Editorial: Every day is a school day!
This week marked the 250th anniversary of a very significant Cork figure.
William Thompson was born on 30 June 1775 in Cork. Don’t know who he was?
Well don’t feel bad as I didn’t know him either and I studied history in college and remain interested in history and particularly Cork history! A release by President Michael D. Higgins alerted me to him. It was James Connolly who described Thompson as “the first Irish socialist” and the Corkman was a very prominent thinker and social reformer. President Higgins said he was “a man whose ideas were not only ahead of their time, but whose vision retains a profound resonance for our contemporary world. His early advocacy of feminism set him among the most finely grounded philosophers of all time”.
Thompson was born into the wealthy Anglo-Ascendancy of landowners and merchant princes in Cork but his life was radically different to his peers.
His father, John Thompson was a wealthy merchant and landowner, as well as being high sheriff of the county. In 1794, he was elected mayor of Cork city. John Thompson died in 1814, leaving William a fleet of trading vessels, and a 1,400 acre estate at Carhoogarriff, overlooking Glandore harbour. His most well-known work, ‘An Inquiry into the Distribution of Wealth’ (1824) focussed on the greatest happiness of the greatest number of people rather than personal wealth. This work was acknowledged by Karl Marx as something he had studied in great detail. In 1829, he drew up plans for a model co-operative community at Carhoogarriff. He attempted attempt to will his estate to the cooperative movement after his death.
Higgins wrote Thompson was a “significant theoretician of early socialism, a towering intellect whose thought would come to influence generations of reformers. He was a foundational voice in the cooperative movement across these islands, from which so much of the socialist ideal found its earliest and most hopeful expression.”
He also acknowledged Thompson’s advocacy for the full emancipation of women at a time when women had very few rights.
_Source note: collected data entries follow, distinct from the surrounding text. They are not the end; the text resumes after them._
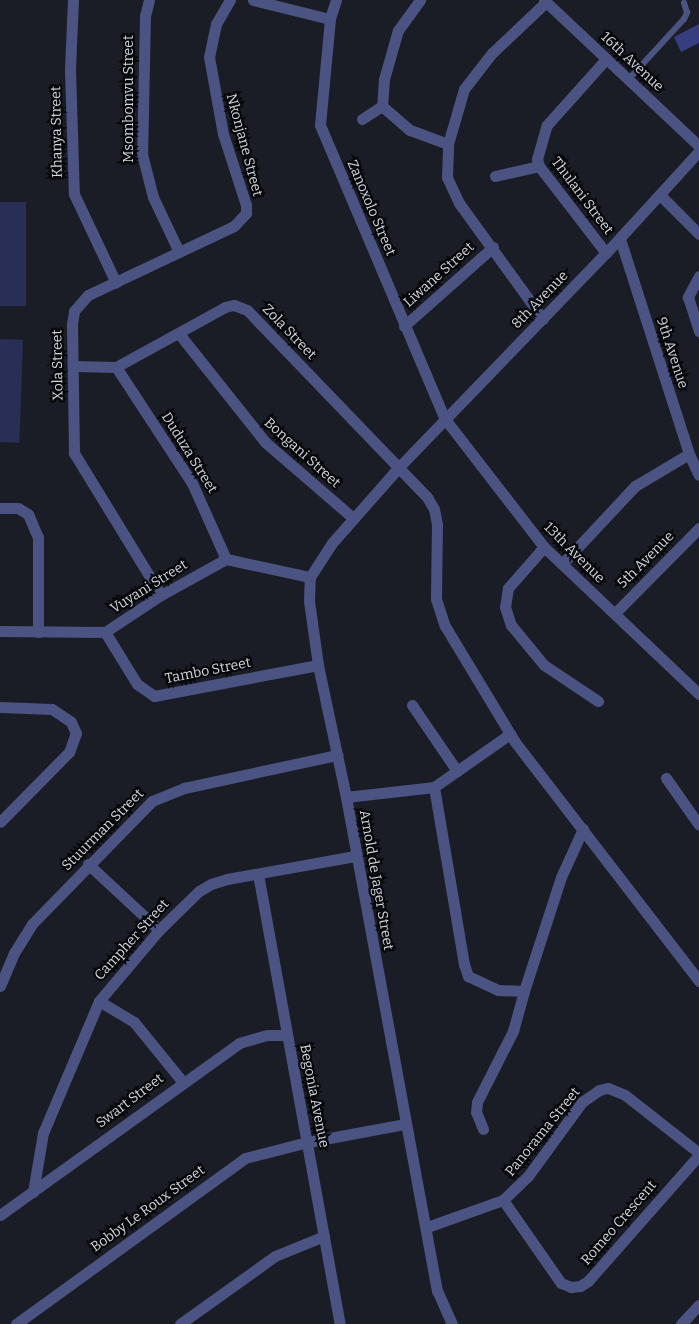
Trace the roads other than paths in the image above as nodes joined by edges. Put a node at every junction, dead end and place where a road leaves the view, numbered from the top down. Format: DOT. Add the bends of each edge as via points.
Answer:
graph roads {
  1 [pos="73,0"];
  2 [pos="149,0"];
  3 [pos="230,0"];
  4 [pos="254,0"];
  5 [pos="336,0"];
  6 [pos="420,0"];
  7 [pos="545,1"];
  8 [pos="684,3"];
  9 [pos="330,19"];
  10 [pos="606,60"];
  11 [pos="628,80"];
  12 [pos="382,106"];
  13 [pos="362,119"];
  14 [pos="448,144"];
  15 [pos="699,146"];
  16 [pos="699,151"];
  17 [pos="539,166"];
  18 [pos="495,176"];
  19 [pos="660,195"];
  20 [pos="246,213"];
  21 [pos="699,234"];
  22 [pos="620,239"];
  23 [pos="493,246"];
  24 [pos="179,252"];
  25 [pos="606,253"];
  26 [pos="699,276"];
  27 [pos="116,283"];
  28 [pos="543,319"];
  29 [pos="404,326"];
  30 [pos="699,331"];
  31 [pos="180,335"];
  32 [pos="74,366"];
  33 [pos="116,367"];
  34 [pos="445,419"];
  35 [pos="689,454"];
  36 [pos="399,467"];
  37 [pos="699,475"];
  38 [pos="0,508"];
  39 [pos="353,518"];
  40 [pos="699,528"];
  41 [pos="544,547"];
  42 [pos="226,559"];
  43 [pos="562,564"];
  44 [pos="310,577"];
  45 [pos="161,595"];
  46 [pos="615,613"];
  47 [pos="0,631"];
  48 [pos="38,632"];
  49 [pos="105,632"];
  50 [pos="318,665"];
  51 [pos="699,694"];
  52 [pos="598,701"];
  53 [pos="412,705"];
  54 [pos="0,707"];
  55 [pos="510,734"];
  56 [pos="336,755"];
  57 [pos="457,771"];
  58 [pos="666,778"];
  59 [pos="434,787"];
  60 [pos="346,797"];
  61 [pos="0,822"];
  62 [pos="699,825"];
  63 [pos="583,829"];
  64 [pos="355,856"];
  65 [pos="88,864"];
  66 [pos="258,874"];
  67 [pos="159,930"];
  68 [pos="699,981"];
  69 [pos="0,986"];
  70 [pos="524,991"];
  71 [pos="99,1001"];
  72 [pos="287,1035"];
  73 [pos="182,1081"];
  74 [pos="405,1124"];
  75 [pos="483,1129"];
  76 [pos="308,1142"];
  77 [pos="699,1154"];
  78 [pos="33,1192"];
  79 [pos="503,1200"];
  80 [pos="0,1216"];
  81 [pos="427,1227"];
  82 [pos="324,1236"];
  83 [pos="699,1305"];
  84 [pos="16,1324"];
  85 [pos="180,1324"];
  86 [pos="340,1324"];
  87 [pos="452,1324"];
  88 [pos="681,1324"];
  1 -- 27 [label="street, Khanya Street" via="70,70 74,194"];
  2 -- 24 [label="street, Msombomvu Street" via="145,16 142,154 150,190"];
  3 -- 20 [label="street, Nkonjane Street" via="216,24 209,57 223,134"];
  4 -- 9 [label="street"];
  5 -- 9 [label="street, Zanoxolo Street"];
  6 -- 12 [label="street" via="398,30 384,79"];
  7 -- 10 [label="street, 16th Avenue"];
  7 -- 14 [label="street" via="474,73 452,120"];
  8 -- 11 [label="lane" via="687,13 684,19"];
  9 -- 29 [label="street, Zanoxolo Street" via="320,125"];
  10 -- 11 [label="street, 16th Avenue"];
  10 -- 17 [label="street, Thulani Street" via="547,125 539,152"];
  11 -- 15 [label="street, 16th Avenue"];
  12 -- 13 [label="street"];
  12 -- 14 [label="street" via="410,130"];
  14 -- 23 [label="street" via="447,177 459,202"];
  16 -- 19 [label="street, 8th Avenue"];
  17 -- 18 [label="street"];
  17 -- 25 [label="street, Thulani Street"];
  19 -- 21 [label="street"];
  19 -- 22 [label="street, 8th Avenue"];
  20 -- 24 [label="street, Xola Street" via="234,226"];
  22 -- 25 [label="street, 8th Avenue"];
  22 -- 35 [label="street, 9th Avenue"];
  23 -- 28 [label="street"];
  23 -- 29 [label="street, Liwane Street"];
  24 -- 27 [label="street, Xola Street"];
  25 -- 28 [label="street, 8th Avenue"];
  26 -- 30 [label="street" via="688,296"];
  27 -- 32 [label="street, Xola Street" via="88,295 74,311"];
  28 -- 34 [label="street, 8th Avenue"];
  29 -- 34 [label="street, Zanoxolo Street"];
  31 -- 33 [label="street, Zola Street"];
  31 -- 36 [label="street, Zola Street" via="225,308 234,305 247,310"];
  31 -- 39 [label="street, Bongani Street" via="265,442"];
  32 -- 33 [label="street, Zola Street"];
  32 -- 45 [label="street, Xola Street" via="74,453"];
  33 -- 42 [label="street, Duduza Street" via="192,483"];
  34 -- 36 [label="street, 8th Avenue"];
  34 -- 41 [label="street, 13th Avenue"];
  35 -- 37 [label="street, 9th Avenue"];
  35 -- 43 [label="street" via="635,486"];
  36 -- 39 [label="street"];
  36 -- 55 [label="street, Zola Street" via="434,509 439,611"];
  38 -- 48 [label="street" via="18,508 28,514 38,537"];
  39 -- 44 [label="street"];
  40 -- 46 [label="street, 5th Avenue"];
  41 -- 43 [label="street, 13th Avenue"];
  41 -- 52 [label="street" via="508,588 505,607 508,616 526,646 544,665"];
  42 -- 44 [label="street"];
  42 -- 45 [label="street, Vuyani Street"];
  43 -- 46 [label="street, 13th Avenue"];
  44 -- 50 [label="street, Arnold de Jager Street" via="311,627"];
  45 -- 49 [label="street, Vuyani Street"];
  46 -- 51 [label="street, 13th Avenue"];
  47 -- 48 [label="street, Vuyani Street"];
  48 -- 49 [label="street, Vuyani Street"];
  49 -- 50 [label="street, Tambo Street" via="137,684 154,696"];
  50 -- 56 [label="street, Arnold de Jager Street"];
  53 -- 57 [label="street"];
  54 -- 61 [label="street" via="52,709 71,722 76,733 69,752"];
  55 -- 57 [label="street"];
  55 -- 63 [label="street, Zola Street"];
  56 -- 60 [label="street, Arnold de Jager Street"];
  56 -- 65 [label="street, Stuurman Street" via="166,793 152,801"];
  57 -- 59 [label="street"];
  58 -- 62 [label="street"];
  59 -- 60 [label="street"];
  59 -- 70 [label="street" via="468,976 498,990"];
  60 -- 64 [label="street, Arnold de Jager Street"];
  63 -- 68 [label="street, Zola Street"];
  63 -- 70 [label="street" via="561,877"];
  64 -- 66 [label="street, Campher Street"];
  64 -- 74 [label="street, Arnold de Jager Street"];
  65 -- 67 [label="street"];
  65 -- 69 [label="street, Stuurman Street" via="32,924 14,953"];
  66 -- 67 [label="street, Campher Street" via="227,879 199,891"];
  66 -- 72 [label="street, Begonia Avenue"];
  67 -- 71 [label="street, Campher Street"];
  70 -- 75 [label="street" via="513,1032 477,1102 476,1112"];
  71 -- 73 [label="street" via="134,1022"];
  71 -- 78 [label="street, Campher Street" via="43,1134"];
  72 -- 73 [label="street, Swart Street" via="267,1035 238,1043"];
  72 -- 76 [label="street, Begonia Avenue"];
  73 -- 78 [label="street, Swart Street"];
  74 -- 76 [label="street, Bobby Le Roux Street"];
  74 -- 81 [label="street, Arnold de Jager Street"];
  76 -- 82 [label="street, Begonia Avenue"];
  76 -- 84 [label="street, Bobby Le Roux Street" via="258,1153 235,1164"];
  77 -- 79 [label="street, Panorama Street" via="626,1095 608,1088 599,1090 582,1102 528,1176"];
  77 -- 79 [label="street, Romeo Crescent" via="588,1281 580,1286 570,1287 556,1278"];
  78 -- 80 [label="street, Swart Street"];
  79 -- 81 [label="street, Panorama Street"];
  81 -- 87 [label="street, Arnold de Jager Street" via="437,1291"];
  82 -- 85 [label="street" via="275,1256"];
  82 -- 86 [label="street, Begonia Avenue"];
  83 -- 88 [label="street"];
}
Thompson truly was a man ahead of his time.
And Cork has another link with Karl Marx.
“My brother knows Karl Marx / He met him eating mushrooms in the People’s Park.” The Sultans of Ping’ debut classic ‘Where’s Me Jumper’ opened with these memorable lyrics.
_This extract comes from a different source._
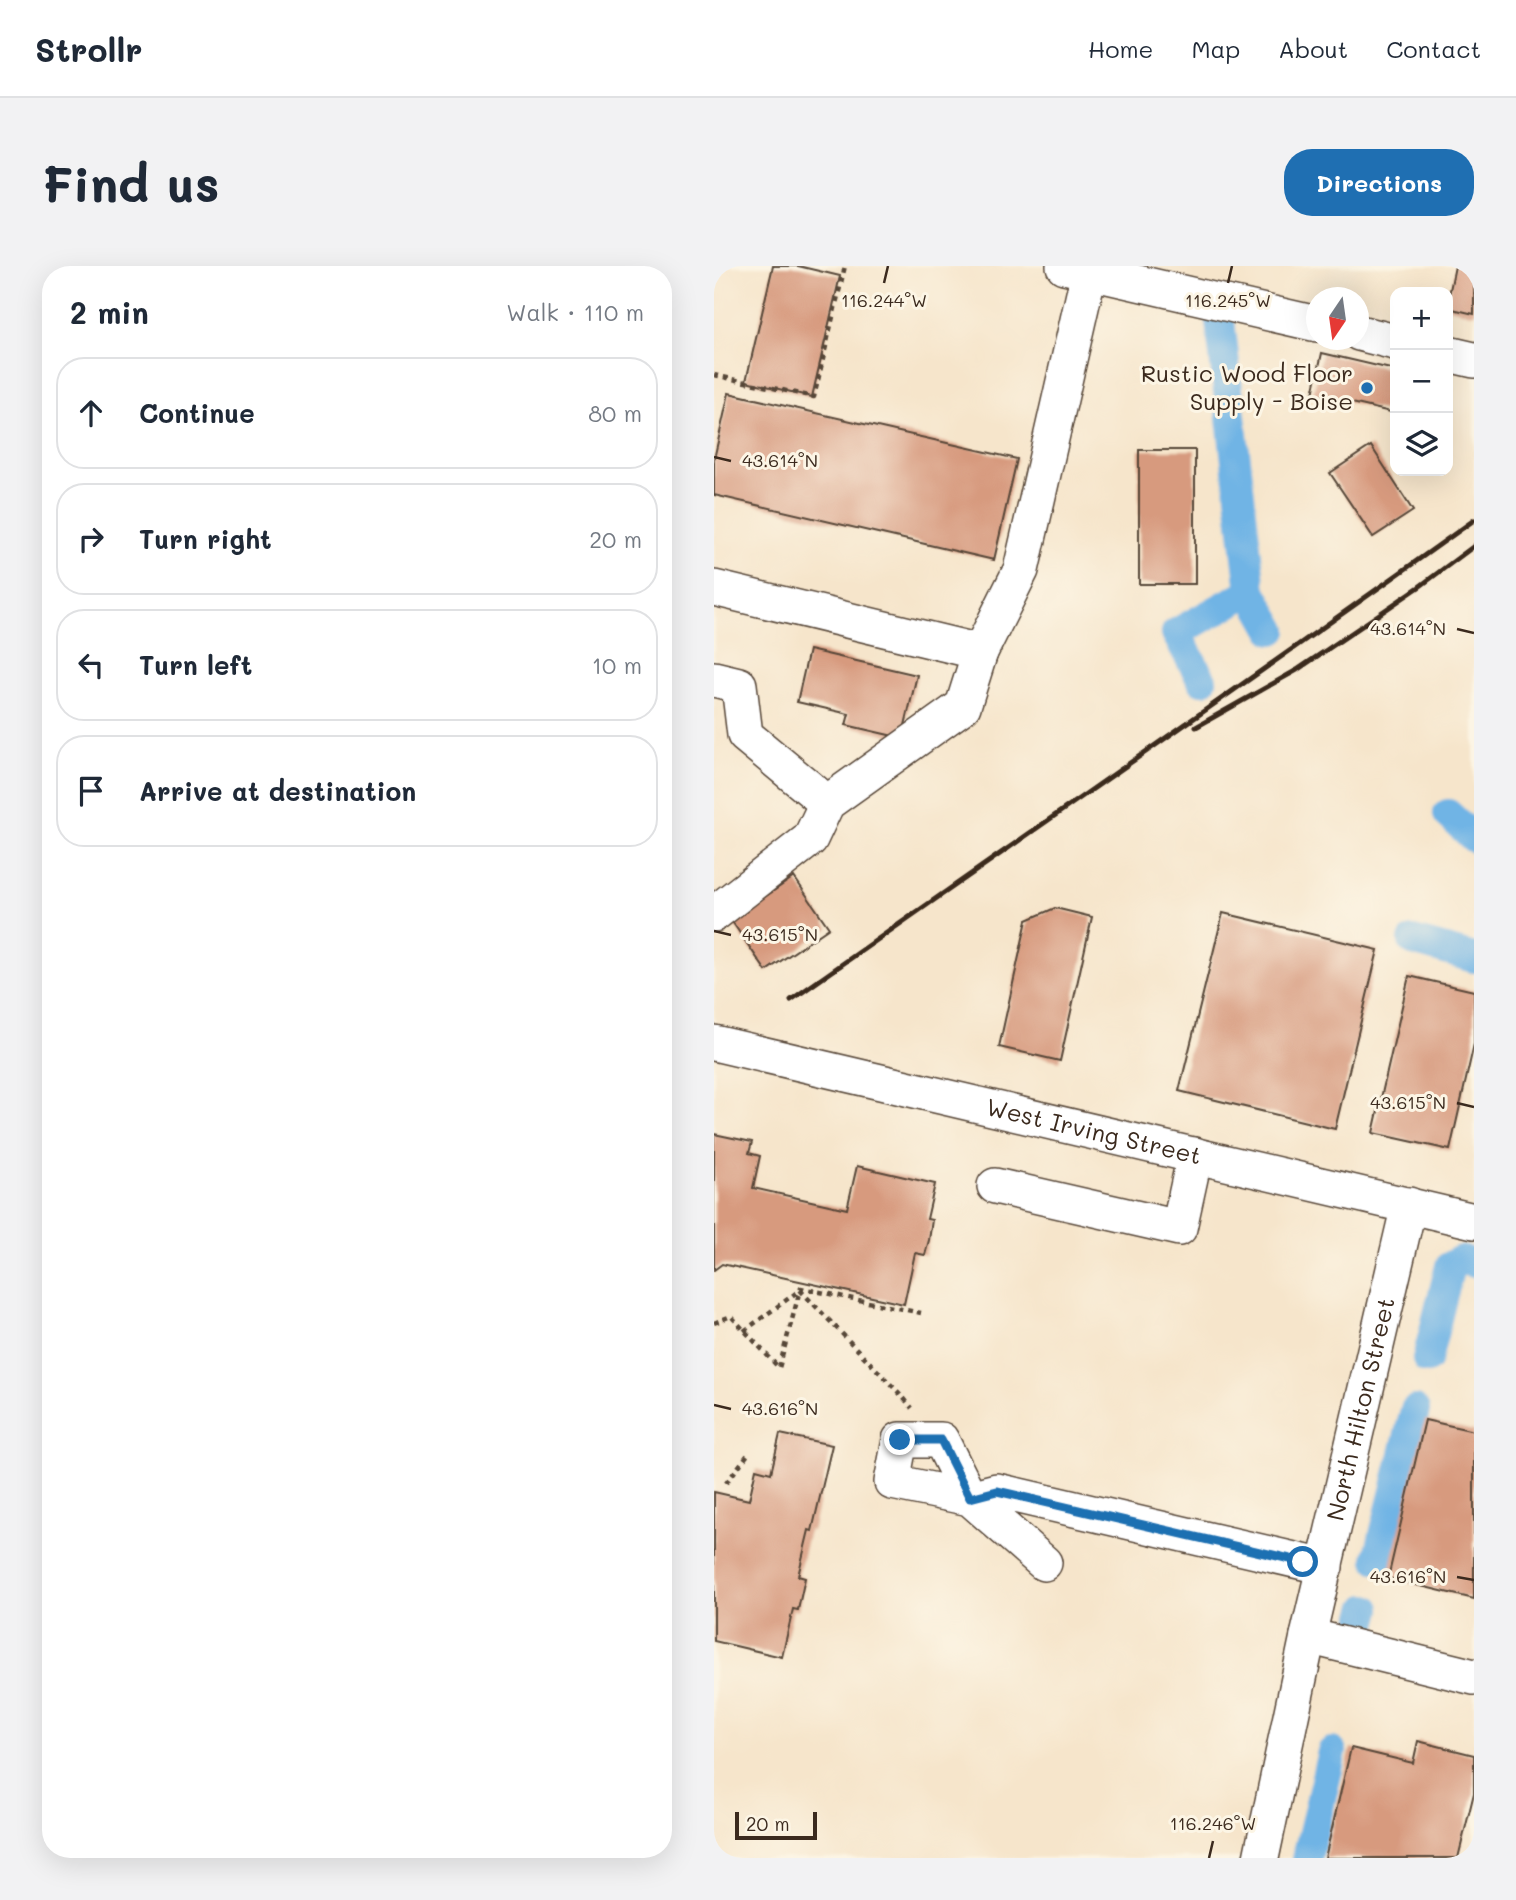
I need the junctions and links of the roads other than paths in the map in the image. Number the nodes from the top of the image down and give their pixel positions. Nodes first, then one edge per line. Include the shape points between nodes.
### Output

Lyricist Niall O'Flaherty is now Senior Lecturer in the History of European Political Thought at King’s College London. His research focuses on eighteenth and nineteenth-century social, religious and scientific thought in Britain with particular reference to Thomas Robert Malthus and Charles Darwin. And Thompson was a contemporary and critic of some of Malthus’ theories.
Dr O’Flaherty surely teaches students about the pioneering work of his fellow Corkman!